Unfortunately, the market is massively oversaturated (EMTs are a dime a dozen because the training is so quick and ridiculously simple to complete) so folks with any sort of black mark against them are at a distinct advantage.  You're going to have a very tough road to go but unfortunately people should check into such things before going ahead with the training especially if they have a criminal history or poor driving record of any sort.


----------



## emscrazy1 (Sep 26, 2011)

usafmedic45 said:


> Unfortunately, the market is massively oversaturated (EMTs are a dime a dozen because the training is so quick and ridiculously simple to complete) so folks with any sort of black mark against them are at a distinct advantage.  You're going to have a very tough road to go but unfortunately people should check into such things before going ahead with the training especially if they have a criminal history or poor driving record of any sort.



Well I don't have a poor driving record and I did have to do a background check before EMT school. I'm not really in a hurry to get a job. I'm only 21 I still have time.
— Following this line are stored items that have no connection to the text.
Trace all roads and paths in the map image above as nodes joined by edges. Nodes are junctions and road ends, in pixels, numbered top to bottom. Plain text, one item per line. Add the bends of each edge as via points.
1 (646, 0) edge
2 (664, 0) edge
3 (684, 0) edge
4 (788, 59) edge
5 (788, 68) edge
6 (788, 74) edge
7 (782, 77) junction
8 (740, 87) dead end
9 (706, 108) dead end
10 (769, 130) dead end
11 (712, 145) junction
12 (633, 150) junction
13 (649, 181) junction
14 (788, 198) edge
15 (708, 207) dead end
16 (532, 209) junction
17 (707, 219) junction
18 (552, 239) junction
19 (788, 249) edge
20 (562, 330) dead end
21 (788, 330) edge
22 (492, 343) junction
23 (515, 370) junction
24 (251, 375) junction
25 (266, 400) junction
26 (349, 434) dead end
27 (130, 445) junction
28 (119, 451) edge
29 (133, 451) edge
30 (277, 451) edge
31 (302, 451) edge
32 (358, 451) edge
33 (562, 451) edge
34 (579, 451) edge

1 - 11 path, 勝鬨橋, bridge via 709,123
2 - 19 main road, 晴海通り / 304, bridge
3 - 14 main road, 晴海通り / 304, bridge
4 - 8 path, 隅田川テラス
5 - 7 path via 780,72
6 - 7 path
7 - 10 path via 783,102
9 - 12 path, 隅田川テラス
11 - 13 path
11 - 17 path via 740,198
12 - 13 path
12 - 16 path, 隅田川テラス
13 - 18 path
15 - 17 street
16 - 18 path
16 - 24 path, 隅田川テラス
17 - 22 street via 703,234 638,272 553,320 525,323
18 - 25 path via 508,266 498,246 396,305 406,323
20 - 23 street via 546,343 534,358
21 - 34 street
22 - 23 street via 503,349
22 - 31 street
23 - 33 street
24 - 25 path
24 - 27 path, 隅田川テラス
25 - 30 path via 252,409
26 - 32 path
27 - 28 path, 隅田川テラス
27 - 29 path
I am actually about to start the fire academy here in Tampa, FL. I was just checking around to see if anyone else had an experience with this.


----------



## usafmedic45 (Sep 26, 2011)

> Well I don't have a poor driving record



I didn't say that you did.



> I did have to do a background check before EMT school.



Yeah, just to rule out felony conviction most likely.  It would behoove people to do a little more checking beforehand into a career field to see if their past will negatively impact their hiring prospects.  That was all I was trying to say.  



> I am actually about to start the fire academy here in Tampa, FL.



Ah....I see.


----------



## emscrazy1 (Sep 26, 2011)

usafmedic45 said:


> I didn't say that you did.
> 
> 
> 
> ...



I wasn't trying to sound hostile. Sorry if it sounded that way.


----------



## usafmedic45 (Sep 26, 2011)

emscrazy1 said:


> I wasn't trying to sound hostile. Sorry if it sounded that way.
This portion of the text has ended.